7 thoughts on “The Republican Spirit Is Not the Holy Spirit (Pentecost Homily)”

  1. Enough real Christians could change the world. Where are they?
    Yet to be born (again)? Have not really heard His message yet? After all this time? Is it too late?

    Liked by 1 person

  2. Hi Mike

    Amen: thus it is.

    Paradoxically, given your ending exhortation, the people I hang out with in spiritual community are uniformly committed in their public and private lives to protecting the planet and very few of us are baptized and confirmed, in any denomination. We are also, uniformly, led by Spirit in our lives (as much as fallible human beings can be so led — the attempt is there).

    Those who have grown up in a religious tradition that embraces riches and glory and teaches salvation by following man-made (literally “man”) rules and who still live by Spirit are the wonder of it all.

    Were the Church of the Roman Empire to throw off its ritualistic and theological embrace of the Roman Empire and teach instead living by Spirit, by connecting with Spirit in others and all the world around us as your explication of today’s readings guide us, being Baptized and Confirmed (and both of these will change in response to this hoped-for foundational revolution — in its base meaning of turning back), could well be world-changing.

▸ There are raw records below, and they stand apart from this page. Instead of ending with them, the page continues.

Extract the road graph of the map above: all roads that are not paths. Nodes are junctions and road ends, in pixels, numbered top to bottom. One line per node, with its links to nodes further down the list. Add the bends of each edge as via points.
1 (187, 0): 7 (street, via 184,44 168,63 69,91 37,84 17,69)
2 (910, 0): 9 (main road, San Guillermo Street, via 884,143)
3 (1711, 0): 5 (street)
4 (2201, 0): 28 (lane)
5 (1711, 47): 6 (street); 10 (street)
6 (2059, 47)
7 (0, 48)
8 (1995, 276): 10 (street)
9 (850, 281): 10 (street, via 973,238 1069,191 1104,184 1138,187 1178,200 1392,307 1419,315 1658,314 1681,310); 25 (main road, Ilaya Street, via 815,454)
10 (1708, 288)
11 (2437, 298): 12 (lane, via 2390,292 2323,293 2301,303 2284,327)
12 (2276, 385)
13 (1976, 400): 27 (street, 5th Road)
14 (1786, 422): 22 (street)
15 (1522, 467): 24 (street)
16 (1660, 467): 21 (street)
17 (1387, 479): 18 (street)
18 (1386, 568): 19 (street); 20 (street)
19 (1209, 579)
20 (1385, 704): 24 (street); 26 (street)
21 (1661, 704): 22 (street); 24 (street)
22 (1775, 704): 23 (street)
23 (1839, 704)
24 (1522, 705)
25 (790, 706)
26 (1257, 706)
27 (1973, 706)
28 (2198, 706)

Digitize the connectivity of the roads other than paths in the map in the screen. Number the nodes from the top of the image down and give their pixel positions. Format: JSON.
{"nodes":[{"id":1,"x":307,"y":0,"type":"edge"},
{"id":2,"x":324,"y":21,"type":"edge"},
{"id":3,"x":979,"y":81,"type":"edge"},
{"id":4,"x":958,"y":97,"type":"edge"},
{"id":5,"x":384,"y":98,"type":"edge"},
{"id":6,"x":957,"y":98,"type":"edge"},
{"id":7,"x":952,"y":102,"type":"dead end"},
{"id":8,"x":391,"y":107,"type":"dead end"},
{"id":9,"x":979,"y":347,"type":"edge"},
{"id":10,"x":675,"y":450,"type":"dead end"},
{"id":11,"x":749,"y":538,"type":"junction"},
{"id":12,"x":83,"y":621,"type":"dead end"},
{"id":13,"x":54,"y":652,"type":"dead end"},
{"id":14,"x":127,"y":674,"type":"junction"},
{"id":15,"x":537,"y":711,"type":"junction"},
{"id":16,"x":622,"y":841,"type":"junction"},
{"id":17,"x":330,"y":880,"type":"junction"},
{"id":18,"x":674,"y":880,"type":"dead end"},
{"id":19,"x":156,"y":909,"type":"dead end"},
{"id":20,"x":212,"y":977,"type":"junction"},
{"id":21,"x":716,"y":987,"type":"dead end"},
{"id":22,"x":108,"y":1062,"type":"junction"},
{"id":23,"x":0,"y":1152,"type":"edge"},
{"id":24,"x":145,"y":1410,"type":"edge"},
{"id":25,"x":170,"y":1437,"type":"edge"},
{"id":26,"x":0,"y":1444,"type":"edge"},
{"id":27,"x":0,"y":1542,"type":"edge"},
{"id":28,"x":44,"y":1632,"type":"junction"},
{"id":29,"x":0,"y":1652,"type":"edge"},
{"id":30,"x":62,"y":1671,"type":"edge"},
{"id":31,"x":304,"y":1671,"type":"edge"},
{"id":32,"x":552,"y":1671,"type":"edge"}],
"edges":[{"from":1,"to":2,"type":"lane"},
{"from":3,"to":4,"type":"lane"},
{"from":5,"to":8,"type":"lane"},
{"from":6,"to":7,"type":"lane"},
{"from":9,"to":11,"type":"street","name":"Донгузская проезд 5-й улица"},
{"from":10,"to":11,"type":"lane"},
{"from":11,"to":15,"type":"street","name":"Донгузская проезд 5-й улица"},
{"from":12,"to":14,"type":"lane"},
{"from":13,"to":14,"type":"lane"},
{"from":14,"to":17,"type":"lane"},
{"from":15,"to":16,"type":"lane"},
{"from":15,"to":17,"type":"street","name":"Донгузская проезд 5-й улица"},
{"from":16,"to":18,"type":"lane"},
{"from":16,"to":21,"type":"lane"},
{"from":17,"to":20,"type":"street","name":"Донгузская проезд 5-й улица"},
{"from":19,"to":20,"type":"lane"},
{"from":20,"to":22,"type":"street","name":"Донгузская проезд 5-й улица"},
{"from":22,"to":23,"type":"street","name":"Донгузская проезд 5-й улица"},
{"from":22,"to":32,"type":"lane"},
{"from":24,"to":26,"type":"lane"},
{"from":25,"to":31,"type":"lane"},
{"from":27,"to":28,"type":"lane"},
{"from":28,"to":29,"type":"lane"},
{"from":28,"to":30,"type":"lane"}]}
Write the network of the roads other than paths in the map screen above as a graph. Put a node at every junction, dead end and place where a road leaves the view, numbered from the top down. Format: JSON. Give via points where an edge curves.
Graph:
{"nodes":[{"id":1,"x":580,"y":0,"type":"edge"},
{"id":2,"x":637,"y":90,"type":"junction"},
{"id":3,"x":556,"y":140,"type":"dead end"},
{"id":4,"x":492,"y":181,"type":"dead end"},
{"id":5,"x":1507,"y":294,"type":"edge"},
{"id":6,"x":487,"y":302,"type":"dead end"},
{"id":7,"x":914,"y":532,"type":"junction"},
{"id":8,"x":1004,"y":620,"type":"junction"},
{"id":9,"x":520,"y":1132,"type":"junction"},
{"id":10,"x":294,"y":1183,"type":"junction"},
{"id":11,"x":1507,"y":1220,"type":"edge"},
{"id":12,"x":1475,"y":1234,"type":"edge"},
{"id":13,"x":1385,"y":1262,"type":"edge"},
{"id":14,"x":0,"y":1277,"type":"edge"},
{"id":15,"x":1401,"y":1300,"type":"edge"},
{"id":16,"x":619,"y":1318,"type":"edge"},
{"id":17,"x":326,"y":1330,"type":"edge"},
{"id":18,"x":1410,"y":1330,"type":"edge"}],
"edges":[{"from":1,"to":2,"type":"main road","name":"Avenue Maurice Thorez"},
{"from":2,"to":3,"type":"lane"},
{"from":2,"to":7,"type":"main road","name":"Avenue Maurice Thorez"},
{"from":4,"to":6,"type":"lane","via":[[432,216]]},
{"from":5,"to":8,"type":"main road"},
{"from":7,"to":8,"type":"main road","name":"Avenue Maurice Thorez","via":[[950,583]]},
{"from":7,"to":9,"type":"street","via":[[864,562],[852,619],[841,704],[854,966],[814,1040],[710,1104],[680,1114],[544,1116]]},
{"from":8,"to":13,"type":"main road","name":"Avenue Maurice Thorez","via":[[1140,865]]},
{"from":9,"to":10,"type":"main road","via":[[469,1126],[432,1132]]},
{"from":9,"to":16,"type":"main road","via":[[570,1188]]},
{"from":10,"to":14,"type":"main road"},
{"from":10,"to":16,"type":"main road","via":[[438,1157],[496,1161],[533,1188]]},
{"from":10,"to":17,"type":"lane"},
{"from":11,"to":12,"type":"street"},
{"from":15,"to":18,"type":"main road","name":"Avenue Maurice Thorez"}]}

    It’s interesting to think about what Baptism and Confirmation might be like in a spiritual community.

    I can imagine parents, and godparents (perhaps a different label, but a label is never the thing), expressing their leading to help this infant learn to experience life through Spirit. I can then imagine them working together to foster the recognition by this child of Spirit in all parts of life. Baptism would become a dedication to helping this new member of the family learn the most important part of living.

    I can imagine a teen, at some age, asking for what we Quakers call a Membership Committee, whose purpose is to help the person applying for formal membership reach clearness on whether there is a leading of Spirit to do so. This “confirmation” is a recognition of what is already there. It’s a happy occasion, made so especially because we have a special occasion to have an additional potluck. 🙂

    Thanks, once again, for opening the way,

    Hank

    Like

  3. Stirring, trenchant, much-needed truth. Let’s have more, Mike. I’m currently reading the late Dan Berrigan’s book on Daniel.
    And now this wake up call from you. You are in excellent company, Mike. Thank you for this.

    Liked by 2 people

    1. I may well be right about projection, Dan. Thanks for the heads-up. But I’ll tell you why I’m angry: Chomsky is right; the Republicans are the most destructive organization in the history of the world. And they’re threatening the lives of MY CHILDREN and GRANDCHILDREN. You might judge that as irrational. But as a parent, grandparent, and aspiring follower of Jesus, I’m just sayin’ . . .

      Liked by 1 person

      1. Jesus was a follower of John the Baptist, and only took up his journey after John was arrested, filling his shoes as it were.

        Now John, by all accounts, was a guy who really expressed his feelings about those who were subjugating and torturing and killing God’s children.

        In other words, there’s a history here. And Mike, you’re on the right side of history.

        We are to hear the Voice of the Children. And hearing their despair, and knowing that the monied class, wrapping themselves in righteousness, do so for their own gain, we either protest, or we allow.

        Protesting, speaking harsh truth to power, will draw scorn and derision on us. That’s the historical norm also.

        We are to listen to Spirit, and project that message to those who need to hear that message. As Merton points out, the inner Spirit is part of us. So yes, we do project, because that’s how we follow Spirit in our lives. To do nothing is to reject the Word of God within us all.